Go to my schools website and you can see the simple thought approach difference between an MS and MBA The MBA program landing page is all about school rank, how to get in, cost. The course work isn’t directly linked to that page. http://bauer.uh.edu/graduate-studies/mba/index.php The M.S. Finance page tells you the goals about what they want you to learn, and has the curriculum http://bauer.uh.edu/graduate-studies/ms-finance/index.php MBA programs are LARGELY about getting credentials. They are profit centers for universities, and get run that way. Most students are there to punch a card. You can see that mindset in terms of how the websites are set up.


I don't have a problem with MBA course flaunting their rankings, but why sacrifice learning? You can very well flaunt your ranking, and teach statistics and economics.


Wow, take that Betteridge's Law!


Interesting comment on the problem of MBA programs: http://news.ycombinator.com/item?id=2470694


yes


YES. More importantly, the economy would be better off without the reason why an MBA has some value -- too much government-induced bureaucratization.


This question totally retarded and I'm incredulous that the economist entertained it. Would the economy be better without MBAs? Really? There are people out there who are trying to tell other people that the entire economy would be much better without a small group of people spending another couple of years at university learning more about business? A better question might be 'Would a startup be better off with out MBAs?' or something more specific.

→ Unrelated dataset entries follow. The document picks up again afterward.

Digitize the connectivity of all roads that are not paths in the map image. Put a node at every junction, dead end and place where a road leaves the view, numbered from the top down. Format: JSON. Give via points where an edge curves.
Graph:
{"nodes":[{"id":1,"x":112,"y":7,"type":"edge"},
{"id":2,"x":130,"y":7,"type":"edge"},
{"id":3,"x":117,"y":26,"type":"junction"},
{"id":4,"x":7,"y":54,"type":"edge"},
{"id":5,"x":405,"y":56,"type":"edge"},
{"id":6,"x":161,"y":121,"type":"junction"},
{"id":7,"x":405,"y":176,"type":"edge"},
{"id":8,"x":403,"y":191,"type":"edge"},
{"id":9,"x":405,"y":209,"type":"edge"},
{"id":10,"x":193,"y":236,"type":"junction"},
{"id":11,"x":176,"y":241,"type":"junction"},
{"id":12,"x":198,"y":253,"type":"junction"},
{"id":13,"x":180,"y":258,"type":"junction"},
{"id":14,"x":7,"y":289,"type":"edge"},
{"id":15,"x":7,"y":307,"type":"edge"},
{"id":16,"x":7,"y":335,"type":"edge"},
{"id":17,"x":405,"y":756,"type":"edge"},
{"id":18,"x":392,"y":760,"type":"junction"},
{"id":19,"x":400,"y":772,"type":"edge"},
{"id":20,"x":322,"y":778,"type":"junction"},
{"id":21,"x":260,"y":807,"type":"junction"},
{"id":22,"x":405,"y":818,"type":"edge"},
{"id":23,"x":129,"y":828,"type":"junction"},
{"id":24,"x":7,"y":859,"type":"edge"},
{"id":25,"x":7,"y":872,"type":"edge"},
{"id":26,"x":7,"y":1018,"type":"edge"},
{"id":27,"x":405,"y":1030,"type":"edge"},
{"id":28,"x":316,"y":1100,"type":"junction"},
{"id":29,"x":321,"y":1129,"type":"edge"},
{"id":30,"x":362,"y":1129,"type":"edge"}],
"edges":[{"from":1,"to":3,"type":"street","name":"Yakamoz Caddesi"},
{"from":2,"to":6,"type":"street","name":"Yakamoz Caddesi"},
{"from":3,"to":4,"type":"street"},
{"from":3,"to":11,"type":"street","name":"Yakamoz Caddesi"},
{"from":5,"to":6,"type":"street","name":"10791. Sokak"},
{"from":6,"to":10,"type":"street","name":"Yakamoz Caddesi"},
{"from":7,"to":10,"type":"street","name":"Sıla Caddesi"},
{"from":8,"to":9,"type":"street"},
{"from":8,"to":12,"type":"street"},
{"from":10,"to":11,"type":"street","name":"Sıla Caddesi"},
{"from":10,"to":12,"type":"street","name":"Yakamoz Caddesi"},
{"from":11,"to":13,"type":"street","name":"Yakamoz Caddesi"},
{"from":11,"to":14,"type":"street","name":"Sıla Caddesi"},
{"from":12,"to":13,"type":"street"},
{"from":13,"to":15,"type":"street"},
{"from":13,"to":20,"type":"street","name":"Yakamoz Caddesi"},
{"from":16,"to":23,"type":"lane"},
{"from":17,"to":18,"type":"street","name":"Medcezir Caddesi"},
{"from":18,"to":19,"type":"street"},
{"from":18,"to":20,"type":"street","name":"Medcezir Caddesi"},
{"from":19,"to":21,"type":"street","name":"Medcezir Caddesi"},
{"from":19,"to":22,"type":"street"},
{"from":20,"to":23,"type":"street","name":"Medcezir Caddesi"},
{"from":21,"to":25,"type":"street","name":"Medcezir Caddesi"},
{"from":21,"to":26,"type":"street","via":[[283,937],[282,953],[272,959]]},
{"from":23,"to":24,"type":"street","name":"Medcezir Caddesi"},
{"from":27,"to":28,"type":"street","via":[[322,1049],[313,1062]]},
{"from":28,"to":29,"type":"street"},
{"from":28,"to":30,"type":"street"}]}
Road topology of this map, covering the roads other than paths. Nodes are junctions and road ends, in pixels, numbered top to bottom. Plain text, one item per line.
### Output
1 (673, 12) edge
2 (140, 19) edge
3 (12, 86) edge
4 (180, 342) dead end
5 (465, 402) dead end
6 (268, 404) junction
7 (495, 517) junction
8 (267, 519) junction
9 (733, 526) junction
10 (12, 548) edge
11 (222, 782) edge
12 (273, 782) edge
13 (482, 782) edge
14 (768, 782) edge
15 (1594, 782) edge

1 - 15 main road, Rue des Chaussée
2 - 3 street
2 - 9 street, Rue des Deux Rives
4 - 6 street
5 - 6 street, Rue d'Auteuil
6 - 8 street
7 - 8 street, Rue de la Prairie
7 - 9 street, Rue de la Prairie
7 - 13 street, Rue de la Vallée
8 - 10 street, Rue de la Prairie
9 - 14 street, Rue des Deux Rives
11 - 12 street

But to try and claim that the entire economy would be better off because a tiny proportion of young people decided to do a masters is incomprehensible. Disclaimer: I have an MBA.


It's a serious question. Did you even read the article?

Not all that many people do law degrees, but the Economist has repeatedly covered studies that suggest the number of lawyers we have is well above the economic optimum, that having too many lawyers harms the economy.

Further, since you have an MBA, you should be fully aware that the tiny number of MBA holders have wildly disproportionate influence on the economy. As the article says at the beginning, 40% of Fortune 500 CEOs hold an MBA. So it's entirely reasonable to ask whether the degree, like a law degree, is really benefiting everybody. Perhaps it mainly benefits MBA-holders at the expense of others.


Of all the useless, worthless, pants-on-head retarded degrees out there, why have they chosen to rant on business degree?

At the very least, a business degree would be theoretically applicable for doing work in the real world. Why isn't this discussion about art, history, or political science majors?


Because this is The Economist?

Further, the harm, if any, of most degrees is to the person who pays for it. People are generally allowed to do stupid things that don't hurt others. But Mintzberg and others argue that the harm caused by MBAs is to the economy, while individual MBA-holders profit. That would be a tragedy-of-the-commons situation, which isn't self-correcting.


MBA's are different than people with degrees in Sociology. They tend to hire other MBA's, and stuff organizations with fellow MBA buddies. They damage things.

IMO, the problem is that these degrees give you the technical tools needed to function as a manager, but fall short in developing leadership skills -- which is bad news when companies automatically place McKinsey alums with top X MBA's in influential positions.


My arts degree has been very practically applicable for doing work in the real world! I'm an employed artist!


They rant on it because far too many people don't think it's a pants-on-head retarded degrees.